Aku mempunyai seorang pacar yang tumbuh besar bersamaku. Namanya cici. Aku selalu menganggapnya sebagai seorang teman, sampai tahun lalu ketika kami bersama-sama camping dalam suatu kegiatan pramuka. Aku menyadari bahwa aku telah jatuh cinta dengannya. Sebelum camp itu berakhir, aku mengambil langkah dan mengakui perasaanku kepadanya. Dan tidak lama kemudian, kami menjadi sepasang kekasih.
Tetapi kita mengasihi satu sama lain dengan cara yang berbeda. Aku selalu memikirkan dirinya. Hanya dia yang ada dalam pikiranku. Tetapi dalam pikirannya, terdapat begitu banyak perempuan. Bagiku, dia adalah satu-satunya. Namun bagi dia, mungkin aku hanyalah seorang wanita biasa...
"cici, kamu mau pergi nonton bioskop?" Aku bertanya.
"Aku ngga bisa."
"Kenapa? Kamu harus belajar ya di rumah?" Aku merasakan sedikit kekecewaan.
"Bukan... Aku mau pergi ketemuan sama teman..."
Dia selalu seperti itu. Baginya, aku hanyalah seorang 'pacar'. Kata 'cinta' hanya keluar dari mulutku. Sejak aku mengenalnya, aku tidak pernah mendengar dia berkata "Aku mencintaimu". Tidak pernah ada perayaan anniversary dalam hubungan kita. Bahkan mungkin dia sudah lupa dengan hari jadi kita.
Sejak hari pertama, dia tidak pernah mengucapkan "Aku cinta padamu". Ini terus berlanjut sampai 100 hari ... .... 200 hari....
Dan setiap kali dia mengantar aku pulang, sebelum kita berpisah, dia hanya memberikan aku sebuah boneka. Setiap hari... tidak pernah sekalipun lupa. Aku tidak tahu mengapa dia melakukan itu...
Kemudian pada satu hari, sebelum kita berpisah...
Aku: "Umm, Jin, aku ...."
cici: "Apa? Jangan berhenti.. Katakan saja."
Aku: "AKu mencintaimu.."
cici: "... ... ... kamu... ... sudah, bawa saja boneka ini dan pulanglah."
Itulah bagaimana caranya menghiraukan kata-kata "Aku mencintaimu" dari mulutku dan memberikan sebuah boneka. Lalu dia menghilang, sepertinya berusaha lari dariku. Boneka yang aku terima darinya tiap hari, mengisi penuh kamarku.
Ada banyak....
Kemudian datang satu hari, hari ulang tahunku yang ke 15.
Ketika aku bangun di pagi hari, aku memikirkan sebuah pesta dengannya dan menunggu telpon darinya di dalam kamar.
Tetapi.... jam makan siang telah lewat, makan malam telah berlalu dan langit telah menjadi gelap ... Dia masih belum menelepon..
Lalu sekitar jam 2 pagi, dia tiba-tiba menelepon dan membangunkanku dari tidur.
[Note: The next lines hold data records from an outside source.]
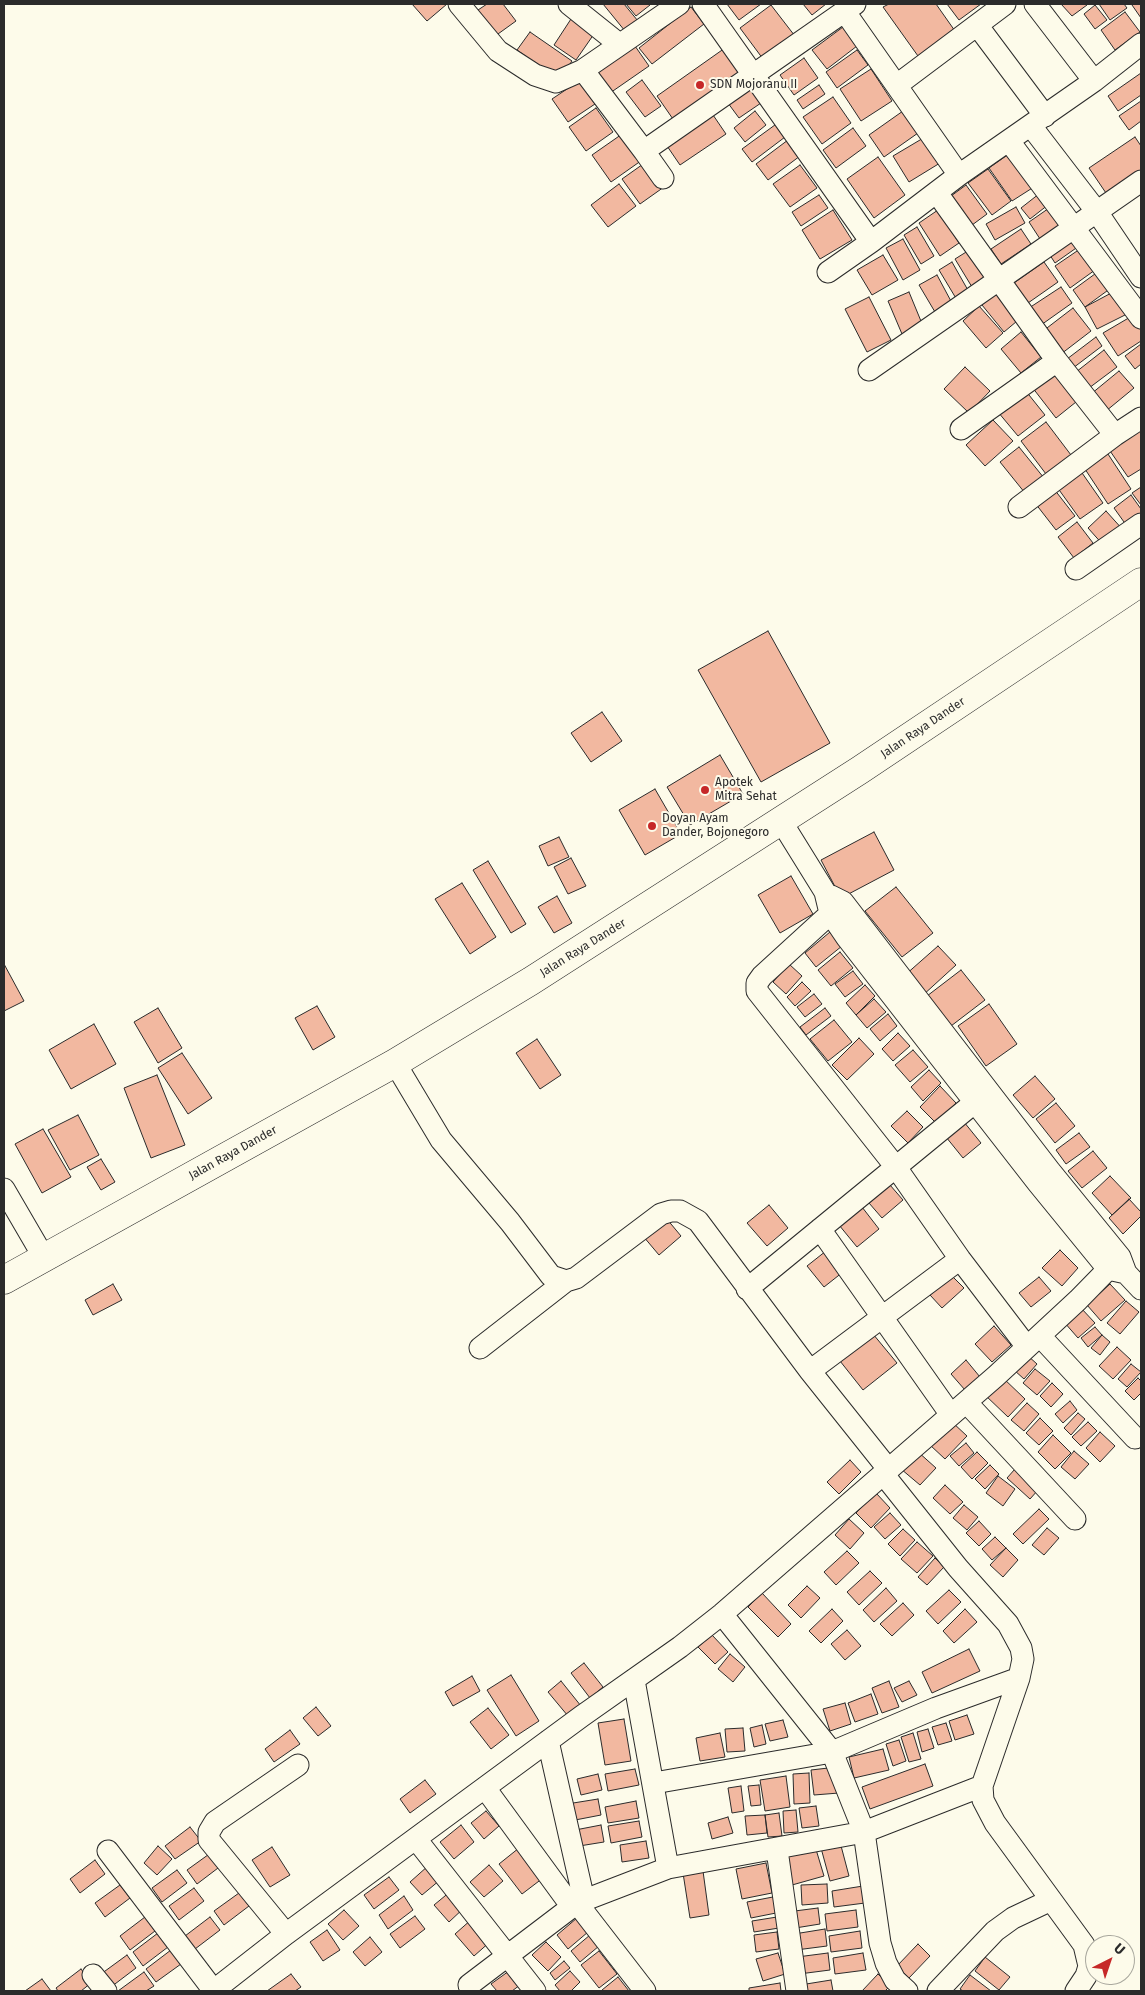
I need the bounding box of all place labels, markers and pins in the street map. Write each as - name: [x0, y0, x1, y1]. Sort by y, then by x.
- place label: SDN Mojoranu II: [710, 78, 797, 92]
- marker: SDN Mojoranu II: [694, 79, 706, 91]
- place label: Apotek Mitra Sehat: [715, 776, 777, 804]
- marker: Apotek Mitra Sehat: [699, 784, 711, 796]
- place label: Doyan Ayam Dander, Bojonegoro: [662, 812, 769, 840]
- marker: Doyan Ayam Dander, Bojonegoro: [646, 820, 658, 832]

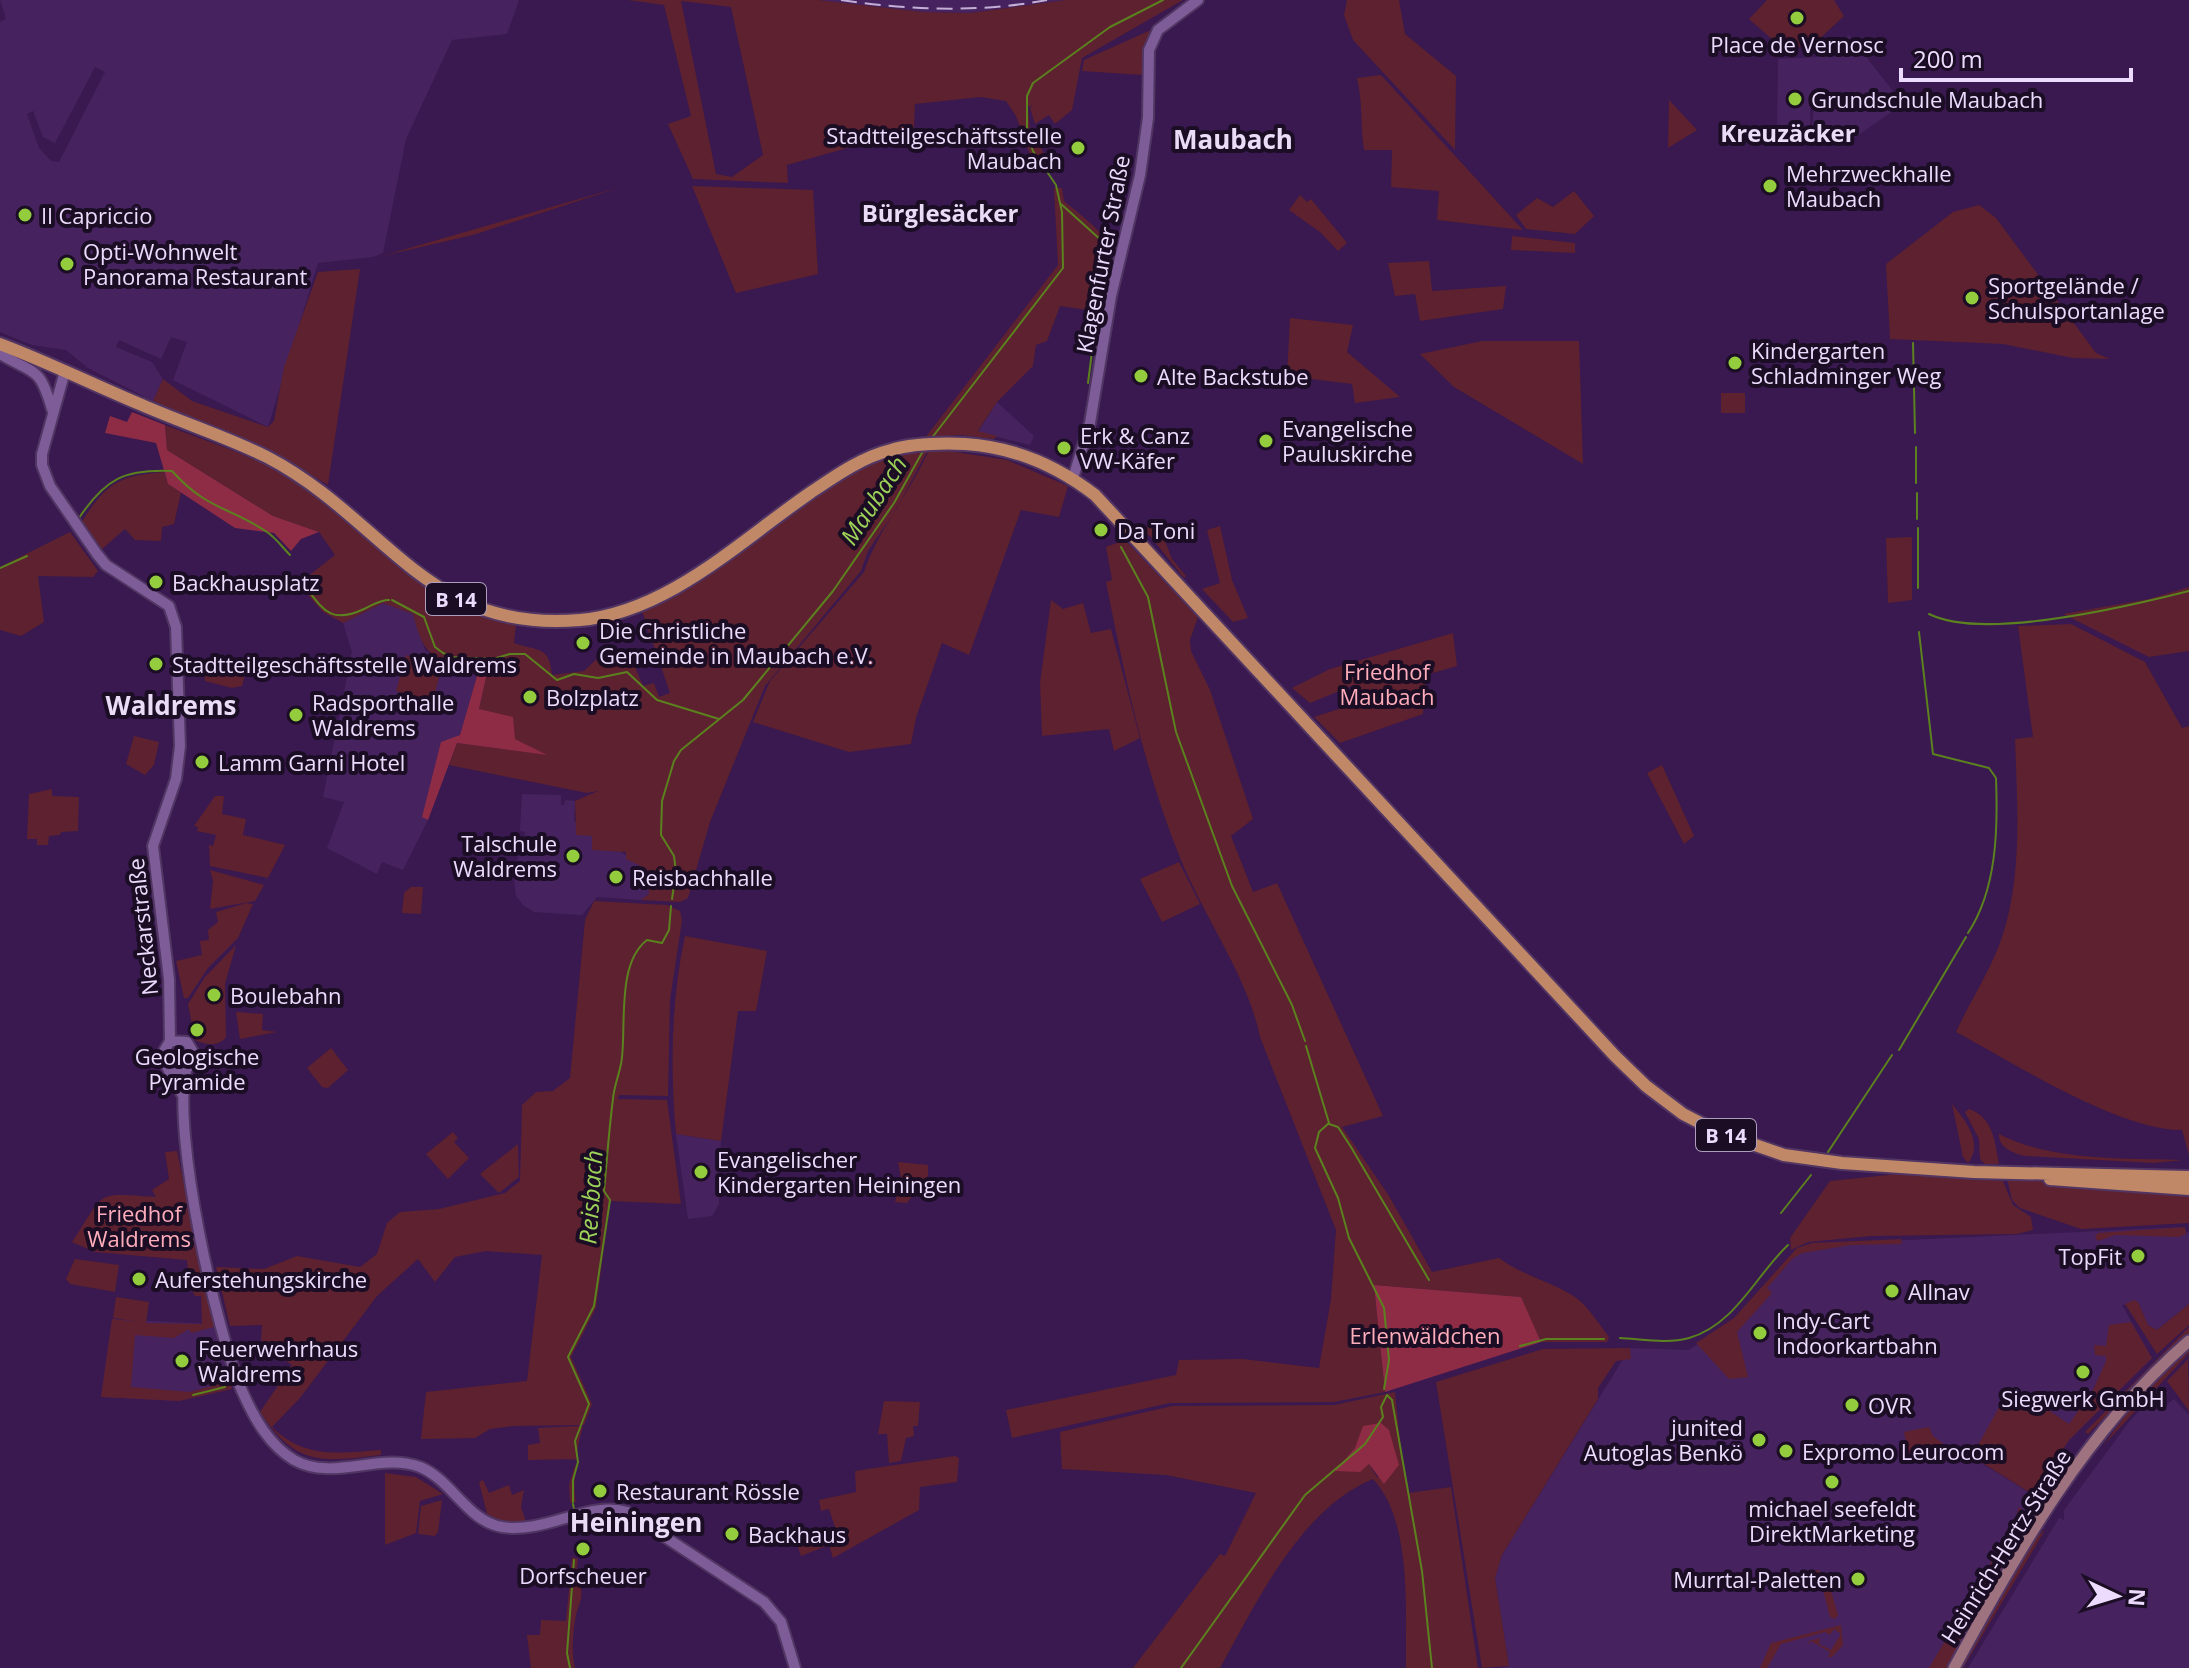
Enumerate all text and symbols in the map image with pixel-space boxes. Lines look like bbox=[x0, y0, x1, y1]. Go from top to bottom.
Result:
marker: Place de Vernosc bbox=[1788, 9, 1806, 27]
place label: Place de Vernosc bbox=[1710, 29, 1884, 59]
scale bar bbox=[1901, 32, 2131, 82]
text: 200 m bbox=[1913, 42, 1983, 75]
place label: Grundschule Maubach bbox=[1811, 84, 2043, 114]
marker: Grundschule Maubach bbox=[1786, 90, 1804, 108]
district label: Kreuzäcker bbox=[1720, 116, 1856, 149]
place label: Stadtteilgeschäftsstelle Maubach bbox=[826, 120, 1062, 175]
district label: Maubach bbox=[1173, 121, 1293, 157]
marker: Stadtteilgeschäftsstelle Maubach bbox=[1069, 139, 1087, 157]
street label: Klagenfurter Straße bbox=[1068, 152, 1136, 356]
place label: Mehrzweckhalle Maubach bbox=[1786, 158, 1952, 213]
marker: Mehrzweckhalle Maubach bbox=[1761, 177, 1779, 195]
district label: Bürglesäcker bbox=[862, 196, 1018, 229]
place label: Il Capriccio bbox=[41, 200, 152, 230]
marker: Il Capriccio bbox=[16, 206, 34, 224]
place label: Opti-Wohnwelt Panorama Restaurant bbox=[83, 236, 307, 291]
marker: Opti-Wohnwelt Panorama Restaurant bbox=[58, 255, 76, 273]
place label: Sportgelände / Schulsportanlage bbox=[1988, 270, 2165, 325]
marker: Sportgelände / Schulsportanlage bbox=[1963, 289, 1981, 307]
place label: Kindergarten Schladminger Weg bbox=[1751, 335, 1941, 390]
marker: Kindergarten Schladminger Weg bbox=[1726, 354, 1744, 372]
place label: Alte Backstube bbox=[1157, 361, 1309, 391]
marker: Alte Backstube bbox=[1132, 367, 1150, 385]
place label: Evangelische Pauluskirche bbox=[1282, 413, 1413, 468]
place label: Erk & Canz VW-Käfer bbox=[1080, 420, 1190, 475]
marker: Evangelische Pauluskirche bbox=[1257, 432, 1275, 450]
marker: Erk & Canz VW-Käfer bbox=[1055, 439, 1073, 457]
water label: Maubach bbox=[832, 449, 914, 551]
place label: Da Toni bbox=[1117, 515, 1195, 545]
marker: Da Toni bbox=[1092, 521, 1110, 539]
place label: Backhausplatz bbox=[172, 567, 320, 597]
marker: Backhausplatz bbox=[147, 573, 165, 591]
road number: B 14 bbox=[426, 583, 486, 615]
place label: Die Christliche Gemeinde in Maubach e.V. bbox=[599, 615, 873, 670]
marker: Die Christliche Gemeinde in Maubach e.V. bbox=[574, 634, 592, 652]
place label: Stadtteilgeschäftsstelle Waldrems bbox=[172, 649, 517, 679]
marker: Stadtteilgeschäftsstelle Waldrems bbox=[147, 655, 165, 673]
park label: Friedhof Maubach bbox=[1339, 656, 1435, 711]
place label: Bolzplatz bbox=[546, 682, 639, 712]
district label: Waldrems bbox=[106, 687, 236, 723]
place label: Radsporthalle Waldrems bbox=[312, 687, 454, 742]
marker: Bolzplatz bbox=[521, 688, 539, 706]
marker: Radsporthalle Waldrems bbox=[287, 706, 305, 724]
place label: Lamm Garni Hotel bbox=[218, 747, 405, 777]
marker: Lamm Garni Hotel bbox=[193, 753, 211, 771]
place label: Talschule Waldrems bbox=[453, 828, 557, 883]
marker: Talschule Waldrems bbox=[564, 847, 582, 865]
street label: Neckarstraße bbox=[120, 857, 164, 997]
place label: Reisbachhalle bbox=[632, 862, 773, 892]
marker: Reisbachhalle bbox=[607, 868, 625, 886]
place label: Boulebahn bbox=[230, 980, 342, 1010]
marker: Boulebahn bbox=[205, 986, 223, 1004]
marker: Geologische Pyramide bbox=[188, 1021, 206, 1039]
place label: Geologische Pyramide bbox=[135, 1041, 259, 1096]
road number: B 14 bbox=[1696, 1119, 1756, 1151]
place label: Evangelischer Kindergarten Heiningen bbox=[717, 1144, 961, 1199]
water label: Reisbach bbox=[570, 1149, 610, 1245]
marker: Evangelischer Kindergarten Heiningen bbox=[692, 1163, 710, 1181]
park label: Friedhof Waldrems bbox=[87, 1198, 191, 1253]
place label: TopFit bbox=[2058, 1241, 2122, 1271]
marker: TopFit bbox=[2129, 1247, 2147, 1265]
place label: Auferstehungskirche bbox=[155, 1264, 367, 1294]
marker: Auferstehungskirche bbox=[130, 1270, 148, 1288]
place label: Allnav bbox=[1908, 1276, 1970, 1306]
marker: Allnav bbox=[1883, 1282, 1901, 1300]
place label: Indy-Cart Indoorkartbahn bbox=[1776, 1305, 1938, 1360]
park label: Erlenwäldchen bbox=[1350, 1320, 1500, 1350]
marker: Indy-Cart Indoorkartbahn bbox=[1751, 1324, 1769, 1342]
place label: Feuerwehrhaus Waldrems bbox=[198, 1333, 358, 1388]
marker: Feuerwehrhaus Waldrems bbox=[173, 1352, 191, 1370]
marker: Siegwerk GmbH bbox=[2074, 1363, 2092, 1381]
place label: Siegwerk GmbH bbox=[2001, 1383, 2165, 1413]
place label: OVR bbox=[1868, 1390, 1912, 1420]
marker: OVR bbox=[1843, 1396, 1861, 1414]
place label: junited Autoglas Benkö bbox=[1584, 1412, 1743, 1467]
marker: junited Autoglas Benkö bbox=[1750, 1431, 1768, 1449]
place label: Expromo Leurocom bbox=[1802, 1436, 2004, 1466]
marker: Expromo Leurocom bbox=[1777, 1442, 1795, 1460]
street label: Heinrich-Hertz-Straße bbox=[1933, 1443, 2077, 1649]
marker: michael seefeldt DirektMarketing bbox=[1823, 1473, 1841, 1491]
place label: Restaurant Rössle bbox=[616, 1476, 800, 1506]
marker: Restaurant Rössle bbox=[591, 1482, 609, 1500]
place label: michael seefeldt DirektMarketing bbox=[1748, 1493, 1916, 1548]
district label: Heiningen bbox=[570, 1504, 702, 1540]
place label: Backhaus bbox=[748, 1519, 846, 1549]
marker: Backhaus bbox=[723, 1525, 741, 1543]
marker: Dorfscheuer bbox=[574, 1540, 592, 1558]
north arrow bbox=[2077, 1556, 2157, 1636]
place label: Dorfscheuer bbox=[519, 1560, 647, 1590]
place label: Murrtal-Paletten bbox=[1673, 1564, 1842, 1594]
marker: Murrtal-Paletten bbox=[1849, 1570, 1867, 1588]
text: N bbox=[2122, 1587, 2154, 1607]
Dia mengatakan kepadaku untuk segera keluar dari rumah. Aku tetap merasakan kebahagiaan mendengarkan panggilannya dan segera lari ke luar rumah dengan gembira.
Aku: "Jin..."
cici: "Ini ... ... ambillah."
Sekali lagi, dia memberikanku sebuah boneka kecil.
Aku: "Apa ini?"
cici: "Aku belum kasih boneka ini kemarin. Jadi aku kasih sekarang. Aku pulang dulu ya... Bye..."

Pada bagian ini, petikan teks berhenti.